Please print every record below exactly as it reads.

RECORDS TO USE START

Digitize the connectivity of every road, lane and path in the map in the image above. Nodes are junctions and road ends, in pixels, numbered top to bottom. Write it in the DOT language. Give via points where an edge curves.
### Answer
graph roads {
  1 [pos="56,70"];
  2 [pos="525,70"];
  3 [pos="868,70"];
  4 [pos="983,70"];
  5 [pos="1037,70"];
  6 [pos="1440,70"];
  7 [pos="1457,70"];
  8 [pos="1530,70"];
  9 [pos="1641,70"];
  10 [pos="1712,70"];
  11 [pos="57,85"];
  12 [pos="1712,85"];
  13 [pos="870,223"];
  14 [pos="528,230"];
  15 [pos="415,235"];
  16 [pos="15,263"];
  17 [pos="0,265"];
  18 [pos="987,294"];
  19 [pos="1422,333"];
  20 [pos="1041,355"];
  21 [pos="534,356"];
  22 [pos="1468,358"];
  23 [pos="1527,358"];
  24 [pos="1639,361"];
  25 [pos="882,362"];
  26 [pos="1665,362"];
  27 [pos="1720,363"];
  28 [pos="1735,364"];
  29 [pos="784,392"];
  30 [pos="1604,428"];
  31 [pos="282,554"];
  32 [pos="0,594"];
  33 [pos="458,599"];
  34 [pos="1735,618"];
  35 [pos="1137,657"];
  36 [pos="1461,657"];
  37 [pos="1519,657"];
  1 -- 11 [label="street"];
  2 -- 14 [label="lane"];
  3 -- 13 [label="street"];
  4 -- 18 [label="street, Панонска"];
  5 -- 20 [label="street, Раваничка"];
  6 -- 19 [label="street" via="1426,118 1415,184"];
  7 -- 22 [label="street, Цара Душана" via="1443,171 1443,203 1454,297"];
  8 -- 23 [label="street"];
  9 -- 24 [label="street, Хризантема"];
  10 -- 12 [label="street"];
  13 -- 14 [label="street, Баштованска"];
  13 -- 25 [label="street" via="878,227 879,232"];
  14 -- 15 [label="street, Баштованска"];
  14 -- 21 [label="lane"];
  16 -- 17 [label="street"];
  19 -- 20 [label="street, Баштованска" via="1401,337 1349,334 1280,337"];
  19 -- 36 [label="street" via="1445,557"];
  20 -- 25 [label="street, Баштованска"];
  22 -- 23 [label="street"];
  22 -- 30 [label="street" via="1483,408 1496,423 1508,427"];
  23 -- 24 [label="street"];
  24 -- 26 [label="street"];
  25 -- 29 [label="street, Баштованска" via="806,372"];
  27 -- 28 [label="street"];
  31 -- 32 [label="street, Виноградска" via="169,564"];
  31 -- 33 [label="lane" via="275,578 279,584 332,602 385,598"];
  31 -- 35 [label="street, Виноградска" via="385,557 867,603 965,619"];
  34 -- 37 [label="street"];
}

RECORDS TO USE END

RESPONSE:
Digitize the connectivity of every road, lane and path in the map in the image above. Nodes are junctions and road ends, in pixels, numbered top to bottom. Write it in the DOT language. Give via points where an edge curves.
### Answer
graph roads {
  1 [pos="56,70"];
  2 [pos="525,70"];
  3 [pos="868,70"];
  4 [pos="983,70"];
  5 [pos="1037,70"];
  6 [pos="1440,70"];
  7 [pos="1457,70"];
  8 [pos="1530,70"];
  9 [pos="1641,70"];
  10 [pos="1712,70"];
  11 [pos="57,85"];
  12 [pos="1712,85"];
  13 [pos="870,223"];
  14 [pos="528,230"];
  15 [pos="415,235"];
  16 [pos="15,263"];
  17 [pos="0,265"];
  18 [pos="987,294"];
  19 [pos="1422,333"];
  20 [pos="1041,355"];
  21 [pos="534,356"];
  22 [pos="1468,358"];
  23 [pos="1527,358"];
  24 [pos="1639,361"];
  25 [pos="882,362"];
  26 [pos="1665,362"];
  27 [pos="1720,363"];
  28 [pos="1735,364"];
  29 [pos="784,392"];
  30 [pos="1604,428"];
  31 [pos="282,554"];
  32 [pos="0,594"];
  33 [pos="458,599"];
  34 [pos="1735,618"];
  35 [pos="1137,657"];
  36 [pos="1461,657"];
  37 [pos="1519,657"];
  1 -- 11 [label="street"];
  2 -- 14 [label="lane"];
  3 -- 13 [label="street"];
  4 -- 18 [label="street, Панонска"];
  5 -- 20 [label="street, Раваничка"];
  6 -- 19 [label="street" via="1426,118 1415,184"];
  7 -- 22 [label="street, Цара Душана" via="1443,171 1443,203 1454,297"];
  8 -- 23 [label="street"];
  9 -- 24 [label="street, Хризантема"];
  10 -- 12 [label="street"];
  13 -- 14 [label="street, Баштованска"];
  13 -- 25 [label="street" via="878,227 879,232"];
  14 -- 15 [label="street, Баштованска"];
  14 -- 21 [label="lane"];
  16 -- 17 [label="street"];
  19 -- 20 [label="street, Баштованска" via="1401,337 1349,334 1280,337"];
  19 -- 36 [label="street" via="1445,557"];
  20 -- 25 [label="street, Баштованска"];
  22 -- 23 [label="street"];
  22 -- 30 [label="street" via="1483,408 1496,423 1508,427"];
  23 -- 24 [label="street"];
  24 -- 26 [label="street"];
  25 -- 29 [label="street, Баштованска" via="806,372"];
  27 -- 28 [label="street"];
  31 -- 32 [label="street, Виноградска" via="169,564"];
  31 -- 33 [label="lane" via="275,578 279,584 332,602 385,598"];
  31 -- 35 [label="street, Виноградска" via="385,557 867,603 965,619"];
  34 -- 37 [label="street"];
}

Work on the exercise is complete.